I am running a Java application with Elastic Beanstalk.
I am somehow unable to handle more than about 25000 requests per minute (around 450 reqs/second),
irrespectively whether I add more or bigger instances.
I'm doing my tests from several JMeter clients simultaneously from around the globe (Ireland, Oregon, Tokyo, my local machine in Poland). Each on 100 Threads.
On CloudWatch metric I can see strange behaviours:
Metric on ELB with strange "throttle" behaviour:

When I connected via ssh to app server instances and checked network and CPU usage it looks that when "limit" is reached no requests are passed to any app server. No CPU usage, no network transfer (checked with nload). The app server instances are just iddle during that time (up to a minute).

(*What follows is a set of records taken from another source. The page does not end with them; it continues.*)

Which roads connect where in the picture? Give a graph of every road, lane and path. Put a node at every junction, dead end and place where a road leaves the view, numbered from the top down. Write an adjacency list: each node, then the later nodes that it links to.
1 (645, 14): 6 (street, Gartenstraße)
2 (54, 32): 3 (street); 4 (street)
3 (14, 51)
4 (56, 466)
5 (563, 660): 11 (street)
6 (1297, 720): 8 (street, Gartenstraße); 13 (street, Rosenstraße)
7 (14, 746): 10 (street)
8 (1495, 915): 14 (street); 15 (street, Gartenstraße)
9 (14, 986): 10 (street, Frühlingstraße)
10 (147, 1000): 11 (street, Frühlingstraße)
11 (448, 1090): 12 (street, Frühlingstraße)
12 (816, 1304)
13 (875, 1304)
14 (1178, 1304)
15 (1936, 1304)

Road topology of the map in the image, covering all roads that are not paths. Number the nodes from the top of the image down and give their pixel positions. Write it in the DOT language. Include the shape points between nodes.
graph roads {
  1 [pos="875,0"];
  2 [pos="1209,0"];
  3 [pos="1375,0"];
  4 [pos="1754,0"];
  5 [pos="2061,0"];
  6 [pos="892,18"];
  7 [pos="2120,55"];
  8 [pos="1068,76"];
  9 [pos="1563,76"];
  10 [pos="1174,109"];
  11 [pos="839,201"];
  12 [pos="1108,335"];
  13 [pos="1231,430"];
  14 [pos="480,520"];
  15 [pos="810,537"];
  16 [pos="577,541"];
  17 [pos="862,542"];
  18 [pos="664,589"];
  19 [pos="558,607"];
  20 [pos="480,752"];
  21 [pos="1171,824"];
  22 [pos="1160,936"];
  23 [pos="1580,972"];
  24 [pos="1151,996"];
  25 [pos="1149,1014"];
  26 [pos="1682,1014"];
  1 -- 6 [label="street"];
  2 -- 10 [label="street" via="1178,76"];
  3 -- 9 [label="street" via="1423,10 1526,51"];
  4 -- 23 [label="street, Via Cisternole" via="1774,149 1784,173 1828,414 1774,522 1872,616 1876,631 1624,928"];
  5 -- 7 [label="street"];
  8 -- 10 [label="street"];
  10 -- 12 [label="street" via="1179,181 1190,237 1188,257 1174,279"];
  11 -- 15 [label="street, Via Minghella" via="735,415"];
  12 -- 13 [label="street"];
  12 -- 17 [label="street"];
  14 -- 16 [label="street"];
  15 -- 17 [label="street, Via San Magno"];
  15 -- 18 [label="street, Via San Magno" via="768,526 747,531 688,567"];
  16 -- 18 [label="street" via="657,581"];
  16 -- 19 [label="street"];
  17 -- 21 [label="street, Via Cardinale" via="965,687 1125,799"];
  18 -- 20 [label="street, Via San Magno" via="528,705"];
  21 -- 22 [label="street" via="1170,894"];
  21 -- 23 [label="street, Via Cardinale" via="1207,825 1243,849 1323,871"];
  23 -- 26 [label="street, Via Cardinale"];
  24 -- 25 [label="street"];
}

CPU usage on all instances is far from maximum load they can handle. I tried single instance (without Beanstalk) and made around 45000 requests/minute (750 r/s),
First. I suspected that my test is wrong, and ELB redirects all requests to only one instance (due to DNS resolving), so I manually configured ELB (without Beanstalk) and manually attached to it several application servers. It distributed load perfectly - I reached around 60000 requests/minute, when my test DB on m3.medium started to be a bottleneck - that was OK and I expected it. Result from CloudWatch:
Same application deployed manually:

It ensures me, that my test is OK, and ELB is not a problem.
So, my question is: 1. Does Elastic Beanstalk apply any other limit on ELB or other services that it manages to limit a requests/minute load? 2. Do I somehow need to "unlock" ability to process more requests via Beanstalk?
My colleague suggested that it looks like some "anti DDoS system" but I couldn't find anything related to that.